# General Topics > General Discussion & News > Photo of the Month! >  Vote - Photo of the month December 2011

## John Clare

Please vote for the December Photo of the Month. In order to vote, look through these photos and then click the corresponding option (use the numbers - it makes it easier) in the poll above this message. Poll closes within 48 hours (sooner if enough votes). Thank you and best of luck to everyone!

1: Mossy Frog, by Martin



2: Pacman Frog, by Mandarin



3: _Trachycephalus nigropalmatus_, by Wesley



4: Strawberry Poison Frog, "Cristobal" race, by Garrett



5: White's Tree Frog, by EZweasel



6: Southern Toad, by frogmandan



7: American Toad, by Royce



8: Wood Frogs, by Autumn



9: Red-Eyed Leaf Frog, by Heather



10: Cope's Gray Tree Frog, by Gail



11: White's Tree Frogs, by DonLisk



12: Big-Eyed Tree Frog, by Peakone



13: Bumblebee Dart Frog, by frisky



14: Blue Dart Frog, by Wolfx



15: _Ranitomeya vanzolinii_, by BerksMike



16: African Clawed Frogs, by Jenna



17: Imitating Dart Frog, "Chazuta" race, by Kenny



18: Red-Eyed Tree Frog, by Vern



19: Pacman Frog, by MeTree

----------


## Autumn

So many great entries!!  :Big Grin:

----------


## Kristen

> So many great entries!!


I agree I couldn't decide who to vote for!

----------


## Heather

This is a tough one! I'm going to have to scroll through a couple times...decisions, decisions  :Wink: .

----------


## Chaser

Red Eyed Tree Frog

----------


## Martin

> Red Eyed Tree Frog


Wrong thread.

----------


## Poly

Wow Autumn, the photo AND the enclosure of the month! Congrats!  :Biggrin:

----------


## Shanny

My favorite is number 5... It's adorable!

----------


## Autumn

> Wow Autumn, the photo AND the enclosure of the month! Congrats!

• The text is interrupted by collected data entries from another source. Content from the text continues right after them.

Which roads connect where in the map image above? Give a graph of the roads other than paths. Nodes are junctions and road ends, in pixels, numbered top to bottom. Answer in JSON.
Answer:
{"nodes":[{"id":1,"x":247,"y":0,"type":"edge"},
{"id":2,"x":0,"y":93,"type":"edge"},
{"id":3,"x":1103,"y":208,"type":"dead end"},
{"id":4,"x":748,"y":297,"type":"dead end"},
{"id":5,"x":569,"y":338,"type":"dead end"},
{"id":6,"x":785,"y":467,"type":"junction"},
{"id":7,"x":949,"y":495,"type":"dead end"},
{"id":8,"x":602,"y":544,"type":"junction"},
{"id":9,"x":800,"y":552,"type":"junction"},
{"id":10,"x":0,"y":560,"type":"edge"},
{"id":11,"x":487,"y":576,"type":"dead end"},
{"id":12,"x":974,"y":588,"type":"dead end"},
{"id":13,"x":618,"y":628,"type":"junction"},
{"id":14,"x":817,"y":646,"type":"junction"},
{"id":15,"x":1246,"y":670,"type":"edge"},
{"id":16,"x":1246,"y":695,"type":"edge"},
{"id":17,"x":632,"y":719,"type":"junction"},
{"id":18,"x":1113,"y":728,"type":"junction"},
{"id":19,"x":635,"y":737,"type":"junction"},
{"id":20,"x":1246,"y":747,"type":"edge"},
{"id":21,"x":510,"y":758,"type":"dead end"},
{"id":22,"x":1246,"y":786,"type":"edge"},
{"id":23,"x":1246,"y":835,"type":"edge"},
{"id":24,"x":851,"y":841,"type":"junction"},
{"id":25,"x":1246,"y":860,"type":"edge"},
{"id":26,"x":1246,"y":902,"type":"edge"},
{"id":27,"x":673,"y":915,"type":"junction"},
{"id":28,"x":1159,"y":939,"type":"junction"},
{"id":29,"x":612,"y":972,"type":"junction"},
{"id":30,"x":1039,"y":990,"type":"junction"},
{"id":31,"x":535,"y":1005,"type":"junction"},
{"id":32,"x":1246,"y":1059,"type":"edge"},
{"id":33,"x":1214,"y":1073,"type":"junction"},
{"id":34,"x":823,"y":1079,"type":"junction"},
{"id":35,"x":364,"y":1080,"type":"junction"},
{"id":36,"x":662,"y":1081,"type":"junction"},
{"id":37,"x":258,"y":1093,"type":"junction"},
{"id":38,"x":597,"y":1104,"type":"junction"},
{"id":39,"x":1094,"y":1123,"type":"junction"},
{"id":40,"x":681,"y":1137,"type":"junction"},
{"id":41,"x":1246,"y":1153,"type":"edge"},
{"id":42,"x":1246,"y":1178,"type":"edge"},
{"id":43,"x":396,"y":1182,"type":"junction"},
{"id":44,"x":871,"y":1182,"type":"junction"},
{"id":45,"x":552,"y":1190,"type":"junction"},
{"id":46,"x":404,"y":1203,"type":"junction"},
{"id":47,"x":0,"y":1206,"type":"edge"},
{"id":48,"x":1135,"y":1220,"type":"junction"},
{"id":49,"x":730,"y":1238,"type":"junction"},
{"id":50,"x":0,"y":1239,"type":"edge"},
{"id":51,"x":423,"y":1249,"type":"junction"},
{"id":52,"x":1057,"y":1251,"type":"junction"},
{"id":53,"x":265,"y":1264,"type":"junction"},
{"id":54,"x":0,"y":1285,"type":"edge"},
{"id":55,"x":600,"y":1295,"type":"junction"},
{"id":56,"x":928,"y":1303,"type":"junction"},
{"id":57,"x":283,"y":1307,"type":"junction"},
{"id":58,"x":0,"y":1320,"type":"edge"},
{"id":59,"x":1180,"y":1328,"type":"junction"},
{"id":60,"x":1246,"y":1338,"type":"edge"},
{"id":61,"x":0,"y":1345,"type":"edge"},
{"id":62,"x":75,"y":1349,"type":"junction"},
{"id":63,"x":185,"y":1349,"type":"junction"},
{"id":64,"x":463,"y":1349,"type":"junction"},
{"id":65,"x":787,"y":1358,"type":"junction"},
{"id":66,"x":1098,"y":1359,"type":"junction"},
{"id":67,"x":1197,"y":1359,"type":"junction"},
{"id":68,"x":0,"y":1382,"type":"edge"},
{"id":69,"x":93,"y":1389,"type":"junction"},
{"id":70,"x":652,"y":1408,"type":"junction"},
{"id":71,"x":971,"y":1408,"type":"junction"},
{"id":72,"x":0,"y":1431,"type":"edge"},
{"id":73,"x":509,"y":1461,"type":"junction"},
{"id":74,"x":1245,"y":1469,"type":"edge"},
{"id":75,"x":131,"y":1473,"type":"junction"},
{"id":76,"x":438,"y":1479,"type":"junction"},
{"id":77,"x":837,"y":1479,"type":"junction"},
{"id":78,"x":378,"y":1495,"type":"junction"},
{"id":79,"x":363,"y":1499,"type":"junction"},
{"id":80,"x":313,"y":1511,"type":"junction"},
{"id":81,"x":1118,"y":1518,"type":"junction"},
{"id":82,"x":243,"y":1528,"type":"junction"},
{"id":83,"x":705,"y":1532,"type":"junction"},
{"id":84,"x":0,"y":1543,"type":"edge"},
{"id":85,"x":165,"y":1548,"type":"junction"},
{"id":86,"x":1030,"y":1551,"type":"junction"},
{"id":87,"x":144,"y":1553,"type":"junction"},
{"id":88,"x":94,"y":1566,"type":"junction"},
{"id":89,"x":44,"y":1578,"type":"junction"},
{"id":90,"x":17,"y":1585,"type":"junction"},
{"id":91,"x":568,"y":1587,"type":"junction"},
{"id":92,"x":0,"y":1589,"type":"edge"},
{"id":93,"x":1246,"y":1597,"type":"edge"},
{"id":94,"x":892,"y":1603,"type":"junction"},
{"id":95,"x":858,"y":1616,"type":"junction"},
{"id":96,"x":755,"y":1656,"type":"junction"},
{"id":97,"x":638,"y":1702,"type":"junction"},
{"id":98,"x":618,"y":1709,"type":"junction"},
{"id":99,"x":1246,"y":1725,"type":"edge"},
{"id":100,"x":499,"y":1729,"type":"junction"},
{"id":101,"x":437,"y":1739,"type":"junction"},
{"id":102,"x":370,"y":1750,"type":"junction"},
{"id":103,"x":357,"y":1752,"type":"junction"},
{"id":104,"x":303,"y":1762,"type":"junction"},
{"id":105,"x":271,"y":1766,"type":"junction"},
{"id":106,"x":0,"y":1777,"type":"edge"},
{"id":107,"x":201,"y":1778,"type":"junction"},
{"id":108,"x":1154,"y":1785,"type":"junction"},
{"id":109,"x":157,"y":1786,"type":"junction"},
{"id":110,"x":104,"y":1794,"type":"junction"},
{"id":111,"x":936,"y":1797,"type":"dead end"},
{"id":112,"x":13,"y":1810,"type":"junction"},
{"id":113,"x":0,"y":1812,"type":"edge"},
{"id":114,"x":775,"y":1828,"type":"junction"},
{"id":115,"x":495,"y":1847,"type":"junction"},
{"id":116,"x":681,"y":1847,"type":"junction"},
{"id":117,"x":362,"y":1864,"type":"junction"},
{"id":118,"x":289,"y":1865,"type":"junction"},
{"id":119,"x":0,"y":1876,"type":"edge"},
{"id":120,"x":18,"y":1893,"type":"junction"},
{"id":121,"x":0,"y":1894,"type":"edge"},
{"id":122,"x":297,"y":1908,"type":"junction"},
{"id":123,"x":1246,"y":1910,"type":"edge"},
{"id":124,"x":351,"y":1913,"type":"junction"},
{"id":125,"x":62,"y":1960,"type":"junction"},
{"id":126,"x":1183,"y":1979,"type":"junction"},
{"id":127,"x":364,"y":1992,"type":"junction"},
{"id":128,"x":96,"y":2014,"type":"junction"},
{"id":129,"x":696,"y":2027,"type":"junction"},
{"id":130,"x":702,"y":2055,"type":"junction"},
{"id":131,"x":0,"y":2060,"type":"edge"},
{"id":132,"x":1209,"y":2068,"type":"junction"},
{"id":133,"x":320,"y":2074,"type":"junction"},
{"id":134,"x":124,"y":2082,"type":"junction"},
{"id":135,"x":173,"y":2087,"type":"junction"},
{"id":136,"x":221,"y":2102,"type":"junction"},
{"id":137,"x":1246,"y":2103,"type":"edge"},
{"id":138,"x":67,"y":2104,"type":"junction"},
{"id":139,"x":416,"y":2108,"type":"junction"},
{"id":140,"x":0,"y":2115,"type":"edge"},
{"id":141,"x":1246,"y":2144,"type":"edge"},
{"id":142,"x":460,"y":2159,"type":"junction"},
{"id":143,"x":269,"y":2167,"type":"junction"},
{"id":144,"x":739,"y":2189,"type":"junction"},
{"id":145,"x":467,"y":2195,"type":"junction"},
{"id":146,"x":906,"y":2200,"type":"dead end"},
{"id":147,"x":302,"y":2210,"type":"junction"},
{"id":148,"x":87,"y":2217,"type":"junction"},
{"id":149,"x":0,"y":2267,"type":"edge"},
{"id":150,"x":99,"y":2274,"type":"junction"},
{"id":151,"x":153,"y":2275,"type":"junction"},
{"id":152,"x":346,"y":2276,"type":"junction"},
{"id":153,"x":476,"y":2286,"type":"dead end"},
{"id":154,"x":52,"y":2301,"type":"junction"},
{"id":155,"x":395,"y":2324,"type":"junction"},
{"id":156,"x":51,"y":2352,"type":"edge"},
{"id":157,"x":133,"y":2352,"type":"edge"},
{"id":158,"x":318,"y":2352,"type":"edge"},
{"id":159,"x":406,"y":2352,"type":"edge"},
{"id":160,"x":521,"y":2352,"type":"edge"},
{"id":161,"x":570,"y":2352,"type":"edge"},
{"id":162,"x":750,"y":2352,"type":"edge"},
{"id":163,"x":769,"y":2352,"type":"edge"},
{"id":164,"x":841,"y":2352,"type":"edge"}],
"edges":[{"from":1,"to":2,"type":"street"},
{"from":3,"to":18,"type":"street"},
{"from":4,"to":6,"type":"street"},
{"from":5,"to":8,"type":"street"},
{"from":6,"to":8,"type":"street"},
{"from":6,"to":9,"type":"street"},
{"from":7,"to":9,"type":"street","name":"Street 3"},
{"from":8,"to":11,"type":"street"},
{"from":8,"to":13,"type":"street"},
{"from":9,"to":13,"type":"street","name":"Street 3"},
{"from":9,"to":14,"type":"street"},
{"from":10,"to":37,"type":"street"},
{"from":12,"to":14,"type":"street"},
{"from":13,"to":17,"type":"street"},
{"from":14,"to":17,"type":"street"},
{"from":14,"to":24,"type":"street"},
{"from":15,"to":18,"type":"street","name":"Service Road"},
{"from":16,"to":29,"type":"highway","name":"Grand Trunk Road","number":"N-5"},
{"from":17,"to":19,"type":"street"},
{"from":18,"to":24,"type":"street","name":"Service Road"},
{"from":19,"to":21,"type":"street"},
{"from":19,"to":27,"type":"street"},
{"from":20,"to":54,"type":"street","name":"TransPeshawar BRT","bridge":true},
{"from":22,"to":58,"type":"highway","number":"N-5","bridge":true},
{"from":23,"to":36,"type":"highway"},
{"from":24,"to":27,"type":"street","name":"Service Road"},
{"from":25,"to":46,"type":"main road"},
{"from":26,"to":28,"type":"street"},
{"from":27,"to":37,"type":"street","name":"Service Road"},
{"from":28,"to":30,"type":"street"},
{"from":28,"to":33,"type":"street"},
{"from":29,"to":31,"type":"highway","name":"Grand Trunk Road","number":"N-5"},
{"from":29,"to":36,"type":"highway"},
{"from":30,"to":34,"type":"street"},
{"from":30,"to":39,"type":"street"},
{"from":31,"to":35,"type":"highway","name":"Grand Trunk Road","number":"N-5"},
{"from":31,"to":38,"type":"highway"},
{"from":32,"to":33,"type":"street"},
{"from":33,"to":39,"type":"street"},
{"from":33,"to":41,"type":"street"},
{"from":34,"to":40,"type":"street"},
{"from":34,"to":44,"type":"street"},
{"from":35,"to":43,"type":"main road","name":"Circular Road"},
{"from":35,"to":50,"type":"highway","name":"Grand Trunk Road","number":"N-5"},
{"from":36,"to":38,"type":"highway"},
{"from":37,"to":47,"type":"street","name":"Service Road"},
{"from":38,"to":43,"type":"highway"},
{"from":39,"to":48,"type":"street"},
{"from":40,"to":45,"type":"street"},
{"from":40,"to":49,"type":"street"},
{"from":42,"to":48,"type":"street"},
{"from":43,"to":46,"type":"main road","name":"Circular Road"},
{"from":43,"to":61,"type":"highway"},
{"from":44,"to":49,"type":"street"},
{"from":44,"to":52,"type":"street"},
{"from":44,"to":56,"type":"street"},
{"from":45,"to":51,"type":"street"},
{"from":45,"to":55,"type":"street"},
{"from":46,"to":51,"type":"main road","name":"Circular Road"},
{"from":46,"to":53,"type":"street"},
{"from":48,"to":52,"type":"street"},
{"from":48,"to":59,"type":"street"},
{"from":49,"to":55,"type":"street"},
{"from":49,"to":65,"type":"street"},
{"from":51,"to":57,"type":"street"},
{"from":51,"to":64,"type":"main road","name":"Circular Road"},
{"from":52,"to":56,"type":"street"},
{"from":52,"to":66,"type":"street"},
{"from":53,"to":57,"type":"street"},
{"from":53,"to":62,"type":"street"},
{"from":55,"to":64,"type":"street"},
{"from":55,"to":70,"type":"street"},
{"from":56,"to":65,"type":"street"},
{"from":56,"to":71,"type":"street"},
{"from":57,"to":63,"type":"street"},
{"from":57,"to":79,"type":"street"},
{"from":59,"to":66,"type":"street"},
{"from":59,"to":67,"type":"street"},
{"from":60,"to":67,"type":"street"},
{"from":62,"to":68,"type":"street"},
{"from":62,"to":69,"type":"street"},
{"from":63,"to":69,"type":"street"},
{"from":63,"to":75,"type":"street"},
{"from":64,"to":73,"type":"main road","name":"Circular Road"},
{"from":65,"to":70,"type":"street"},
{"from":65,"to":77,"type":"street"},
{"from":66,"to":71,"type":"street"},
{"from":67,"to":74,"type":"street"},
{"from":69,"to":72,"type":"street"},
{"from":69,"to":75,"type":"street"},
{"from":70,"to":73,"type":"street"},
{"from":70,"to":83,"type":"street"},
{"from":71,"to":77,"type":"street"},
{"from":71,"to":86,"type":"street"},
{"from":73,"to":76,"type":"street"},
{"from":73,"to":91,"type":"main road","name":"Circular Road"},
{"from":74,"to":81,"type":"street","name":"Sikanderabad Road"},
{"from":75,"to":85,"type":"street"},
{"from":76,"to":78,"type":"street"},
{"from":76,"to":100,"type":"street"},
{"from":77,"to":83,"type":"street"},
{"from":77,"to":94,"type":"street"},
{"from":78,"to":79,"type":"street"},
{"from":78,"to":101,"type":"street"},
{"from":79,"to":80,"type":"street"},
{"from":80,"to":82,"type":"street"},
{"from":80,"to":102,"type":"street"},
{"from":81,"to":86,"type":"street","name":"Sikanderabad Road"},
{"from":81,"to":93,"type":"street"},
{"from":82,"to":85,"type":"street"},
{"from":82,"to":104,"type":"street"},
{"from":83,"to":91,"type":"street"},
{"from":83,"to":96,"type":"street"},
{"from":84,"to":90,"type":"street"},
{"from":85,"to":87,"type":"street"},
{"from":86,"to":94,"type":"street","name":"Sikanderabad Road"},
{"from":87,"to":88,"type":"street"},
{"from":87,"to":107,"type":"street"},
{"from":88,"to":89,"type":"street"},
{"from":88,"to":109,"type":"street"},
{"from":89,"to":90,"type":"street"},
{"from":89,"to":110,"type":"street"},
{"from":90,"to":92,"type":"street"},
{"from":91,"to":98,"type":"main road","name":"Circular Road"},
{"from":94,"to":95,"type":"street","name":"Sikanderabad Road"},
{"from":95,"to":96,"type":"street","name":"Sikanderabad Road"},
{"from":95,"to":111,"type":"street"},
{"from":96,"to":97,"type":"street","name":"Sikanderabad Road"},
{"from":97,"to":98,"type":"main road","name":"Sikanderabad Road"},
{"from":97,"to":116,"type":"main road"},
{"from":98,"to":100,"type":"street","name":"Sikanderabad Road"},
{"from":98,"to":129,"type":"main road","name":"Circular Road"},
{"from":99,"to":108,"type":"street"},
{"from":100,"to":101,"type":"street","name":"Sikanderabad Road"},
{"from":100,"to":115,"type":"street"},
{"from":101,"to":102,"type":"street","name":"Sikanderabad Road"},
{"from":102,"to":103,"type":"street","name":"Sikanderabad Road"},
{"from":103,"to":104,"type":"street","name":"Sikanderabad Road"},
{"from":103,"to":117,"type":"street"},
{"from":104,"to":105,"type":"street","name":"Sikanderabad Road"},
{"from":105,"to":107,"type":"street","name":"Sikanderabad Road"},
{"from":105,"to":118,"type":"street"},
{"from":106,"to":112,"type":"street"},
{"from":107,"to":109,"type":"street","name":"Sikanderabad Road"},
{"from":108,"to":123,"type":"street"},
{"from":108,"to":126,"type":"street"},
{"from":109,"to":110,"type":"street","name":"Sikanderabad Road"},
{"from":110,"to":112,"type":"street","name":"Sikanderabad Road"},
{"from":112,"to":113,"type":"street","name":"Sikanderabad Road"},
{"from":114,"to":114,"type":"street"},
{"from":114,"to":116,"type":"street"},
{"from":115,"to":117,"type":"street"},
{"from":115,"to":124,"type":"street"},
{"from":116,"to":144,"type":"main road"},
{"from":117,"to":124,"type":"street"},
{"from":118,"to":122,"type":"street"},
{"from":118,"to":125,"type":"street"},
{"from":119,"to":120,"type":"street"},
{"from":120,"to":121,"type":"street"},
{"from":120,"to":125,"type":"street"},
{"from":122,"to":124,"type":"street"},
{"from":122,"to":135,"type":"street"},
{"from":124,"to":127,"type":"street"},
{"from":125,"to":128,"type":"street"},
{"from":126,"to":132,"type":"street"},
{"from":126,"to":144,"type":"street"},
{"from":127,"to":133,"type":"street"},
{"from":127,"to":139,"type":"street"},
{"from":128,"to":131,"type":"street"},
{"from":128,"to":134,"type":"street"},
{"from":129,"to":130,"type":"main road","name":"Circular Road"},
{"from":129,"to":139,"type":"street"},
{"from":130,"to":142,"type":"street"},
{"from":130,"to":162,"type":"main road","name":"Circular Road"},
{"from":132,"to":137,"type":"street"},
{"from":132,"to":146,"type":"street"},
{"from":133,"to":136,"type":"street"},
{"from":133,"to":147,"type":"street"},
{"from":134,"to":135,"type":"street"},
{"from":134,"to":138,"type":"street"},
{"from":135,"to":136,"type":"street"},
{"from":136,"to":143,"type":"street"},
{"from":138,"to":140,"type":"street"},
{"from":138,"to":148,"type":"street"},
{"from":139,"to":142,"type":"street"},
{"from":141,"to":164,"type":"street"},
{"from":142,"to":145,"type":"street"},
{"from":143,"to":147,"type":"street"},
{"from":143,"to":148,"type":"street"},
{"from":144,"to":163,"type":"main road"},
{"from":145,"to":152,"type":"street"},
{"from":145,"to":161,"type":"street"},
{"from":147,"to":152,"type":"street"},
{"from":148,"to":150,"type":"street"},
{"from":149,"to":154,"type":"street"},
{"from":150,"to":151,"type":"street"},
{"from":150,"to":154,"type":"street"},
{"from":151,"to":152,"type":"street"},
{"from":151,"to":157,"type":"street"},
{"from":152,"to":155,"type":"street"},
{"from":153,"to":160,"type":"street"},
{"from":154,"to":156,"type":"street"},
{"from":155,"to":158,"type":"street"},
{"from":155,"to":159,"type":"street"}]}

Wow....I won both  :Big Grin: !?

Hehe, thank you!  :Smile:

----------


## Heather

Yes you did!  :Smile:  You are very talented!

----------


## John Clare

Seems like a fix to me.

----------


## Poly

> Seems like a fix to me.


A fix? I don't think this was "fixed" John, as far as I'm concerned, Autumn won "fair and square" I mean, there were only 13 voters.

----------


## Heather

Ha ha! No fix, John. Just talent.

----------


## John Clare

> A fix? I don't think this was "fixed" John, as far as I'm concerned, Autumn won "fair and square" I mean, there were only 13 voters.


I was kidding, Royce.

----------


## Poly

> I was kidding, Royce.


Suuuuuure you were....  :Wink:   :Stick Out Tongue:  Haha, how was I supposed to know that? lol  :Smile:

----------


## Kristen

Sarcasm doesn't travel good over the internet,
anyway, WELL DONE AUTUMN!  :Big Grin:

----------


## Poly

> Sarcasm doesn't travel good over the internet


Yeah, what she said John! Hahaha!  :Big Grin:   :Stick Out Tongue:

----------


## Autumn

> Sarcasm doesn't travel good over the internet,
> anyway, WELL DONE AUTUMN!


Haha, thank you Kristen  :Smile: !!

----------